Task requirements: Using the records below, report how many lines include "福島西道路", and give no more than the number.

(Data entries)

---

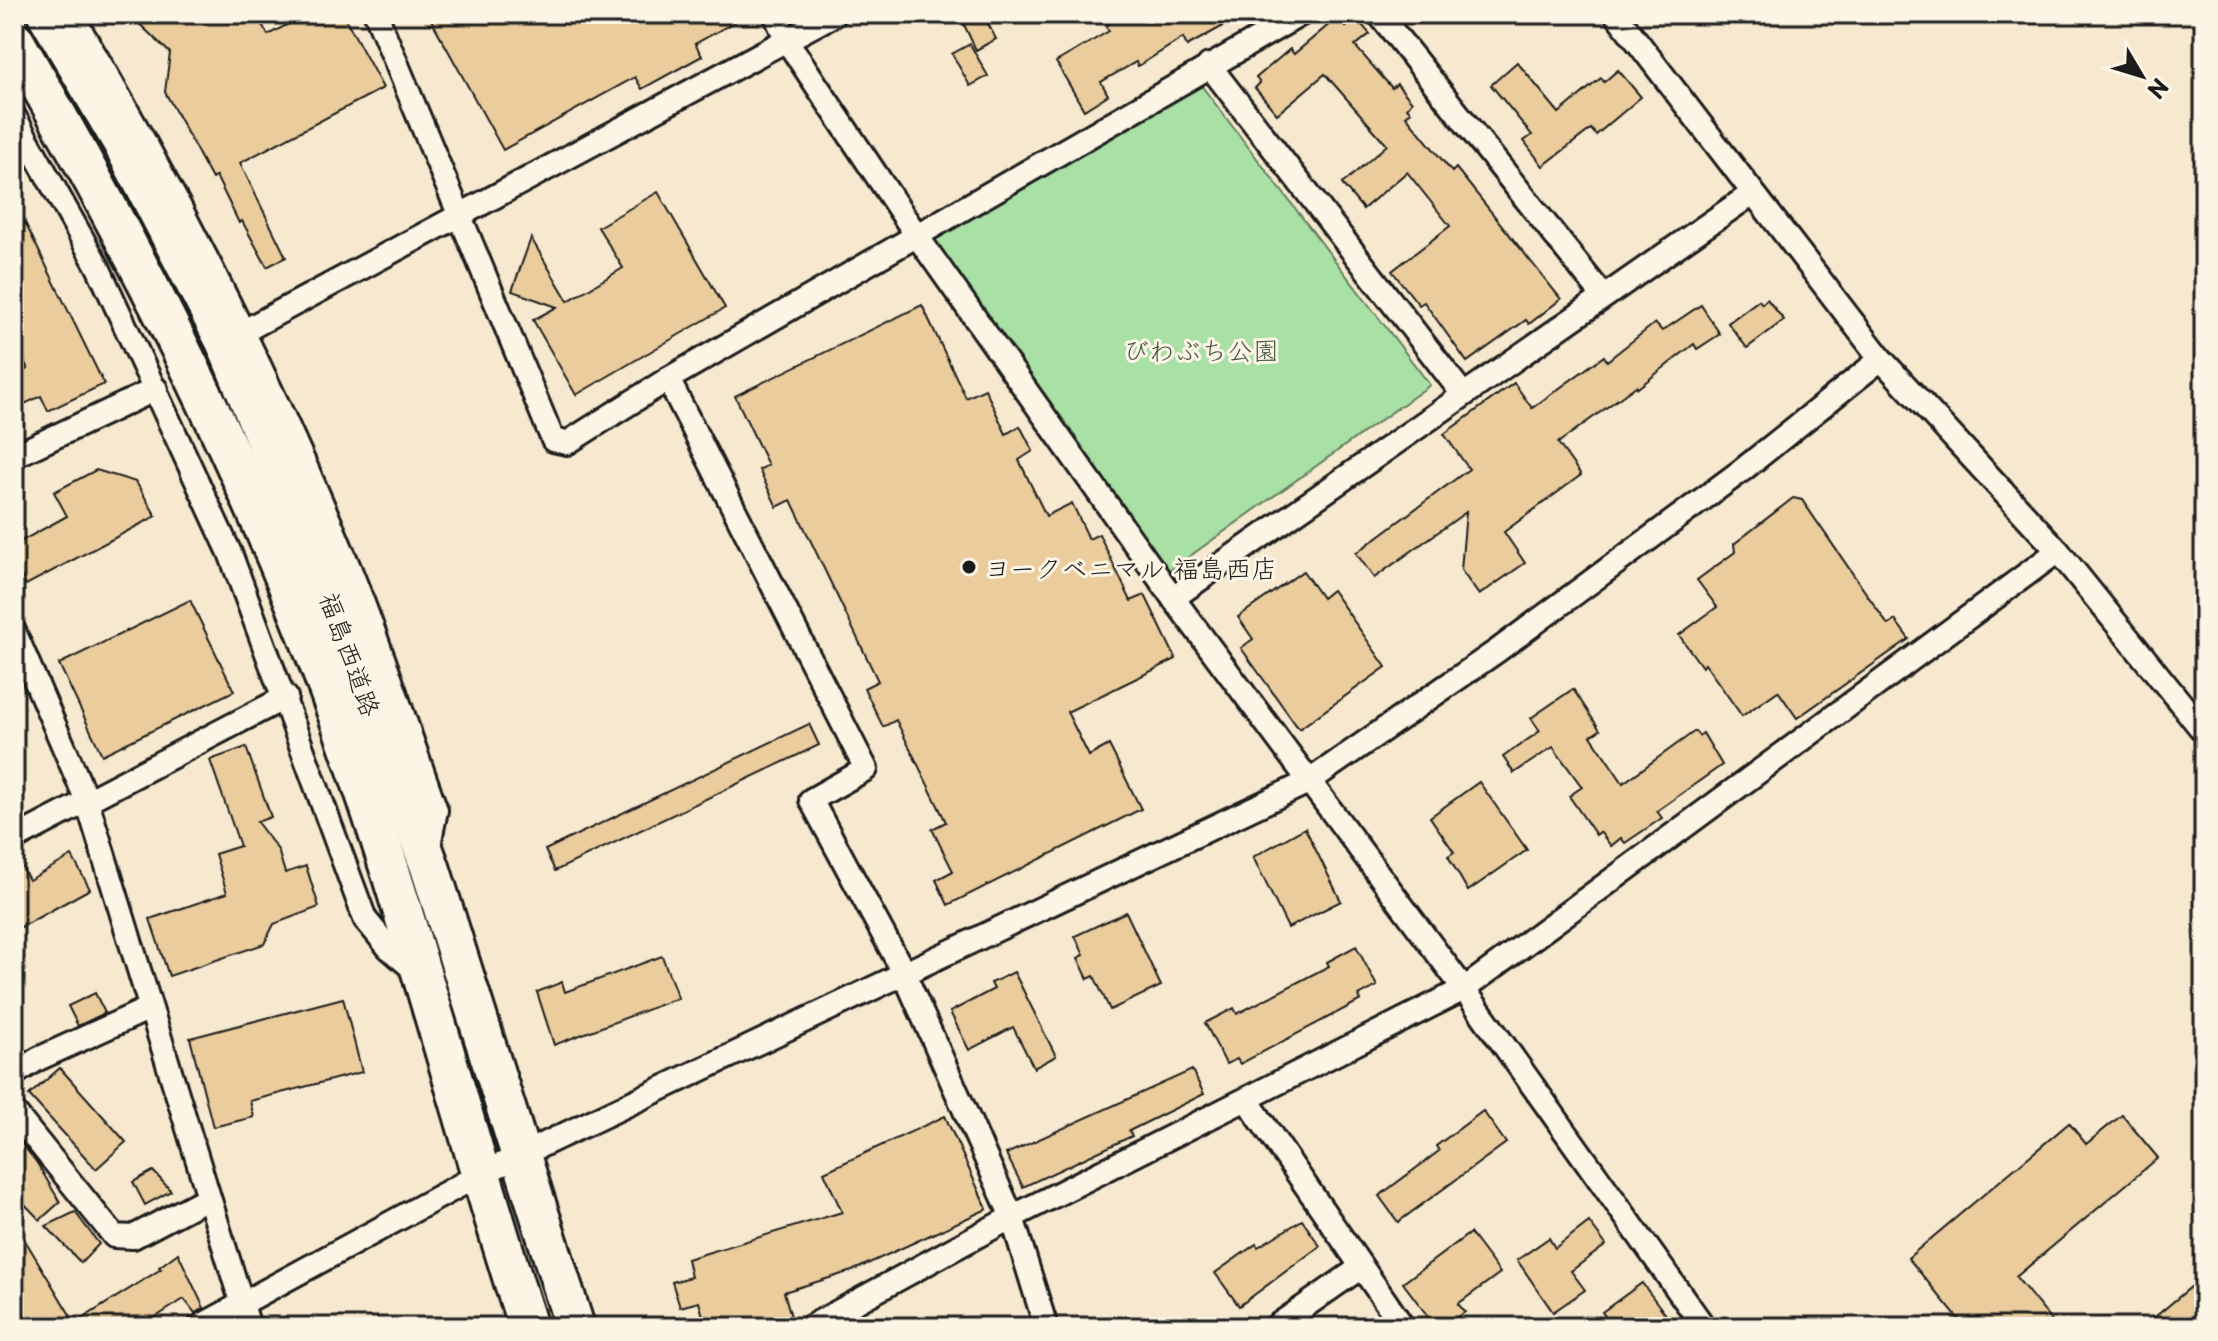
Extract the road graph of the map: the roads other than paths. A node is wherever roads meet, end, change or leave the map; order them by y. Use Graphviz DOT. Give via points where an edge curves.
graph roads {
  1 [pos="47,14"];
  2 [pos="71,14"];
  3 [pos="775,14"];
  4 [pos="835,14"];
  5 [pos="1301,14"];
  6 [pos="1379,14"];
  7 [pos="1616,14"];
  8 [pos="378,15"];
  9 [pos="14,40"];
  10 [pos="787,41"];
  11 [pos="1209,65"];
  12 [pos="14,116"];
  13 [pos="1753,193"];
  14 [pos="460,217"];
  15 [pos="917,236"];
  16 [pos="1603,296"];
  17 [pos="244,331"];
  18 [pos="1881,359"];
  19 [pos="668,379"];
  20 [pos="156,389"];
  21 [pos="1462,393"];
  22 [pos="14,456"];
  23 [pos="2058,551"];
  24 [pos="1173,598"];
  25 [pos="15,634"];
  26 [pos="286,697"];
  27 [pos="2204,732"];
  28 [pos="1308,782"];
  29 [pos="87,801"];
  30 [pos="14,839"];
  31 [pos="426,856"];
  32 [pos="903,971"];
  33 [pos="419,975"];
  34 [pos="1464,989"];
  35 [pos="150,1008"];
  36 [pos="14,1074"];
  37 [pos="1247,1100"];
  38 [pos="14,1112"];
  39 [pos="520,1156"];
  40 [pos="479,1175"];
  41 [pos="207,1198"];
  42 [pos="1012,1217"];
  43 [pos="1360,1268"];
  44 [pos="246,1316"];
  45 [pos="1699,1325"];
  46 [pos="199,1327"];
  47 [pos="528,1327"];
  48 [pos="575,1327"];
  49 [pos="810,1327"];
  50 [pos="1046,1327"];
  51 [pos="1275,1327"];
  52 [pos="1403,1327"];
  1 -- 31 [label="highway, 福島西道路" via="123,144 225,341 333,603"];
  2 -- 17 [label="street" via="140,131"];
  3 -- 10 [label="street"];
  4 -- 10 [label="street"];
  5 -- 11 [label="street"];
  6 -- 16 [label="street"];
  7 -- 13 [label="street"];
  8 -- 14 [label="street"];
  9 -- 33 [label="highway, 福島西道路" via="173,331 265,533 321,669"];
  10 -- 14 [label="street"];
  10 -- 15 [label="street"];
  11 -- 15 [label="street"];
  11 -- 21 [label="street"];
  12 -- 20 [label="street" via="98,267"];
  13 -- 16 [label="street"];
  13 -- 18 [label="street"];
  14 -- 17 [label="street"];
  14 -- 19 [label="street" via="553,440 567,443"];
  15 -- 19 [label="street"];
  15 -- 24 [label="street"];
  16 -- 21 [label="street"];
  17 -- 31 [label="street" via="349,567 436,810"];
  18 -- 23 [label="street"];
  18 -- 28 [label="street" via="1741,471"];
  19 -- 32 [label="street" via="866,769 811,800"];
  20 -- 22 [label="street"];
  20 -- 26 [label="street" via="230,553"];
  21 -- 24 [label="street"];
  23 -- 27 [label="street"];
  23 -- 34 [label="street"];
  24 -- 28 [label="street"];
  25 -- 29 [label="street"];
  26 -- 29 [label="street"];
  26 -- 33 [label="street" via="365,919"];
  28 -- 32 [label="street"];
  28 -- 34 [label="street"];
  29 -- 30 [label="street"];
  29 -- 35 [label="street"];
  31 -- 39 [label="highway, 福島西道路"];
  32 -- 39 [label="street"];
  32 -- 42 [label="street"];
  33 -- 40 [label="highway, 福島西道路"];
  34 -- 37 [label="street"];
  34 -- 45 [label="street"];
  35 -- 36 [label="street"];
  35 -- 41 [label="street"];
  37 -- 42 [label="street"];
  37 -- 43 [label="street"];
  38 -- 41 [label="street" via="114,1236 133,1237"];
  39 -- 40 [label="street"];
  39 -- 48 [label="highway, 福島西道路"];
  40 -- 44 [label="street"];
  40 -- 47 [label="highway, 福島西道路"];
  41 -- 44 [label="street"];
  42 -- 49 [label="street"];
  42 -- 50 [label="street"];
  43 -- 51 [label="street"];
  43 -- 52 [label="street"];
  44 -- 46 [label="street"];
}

---

Result for this exercise: 6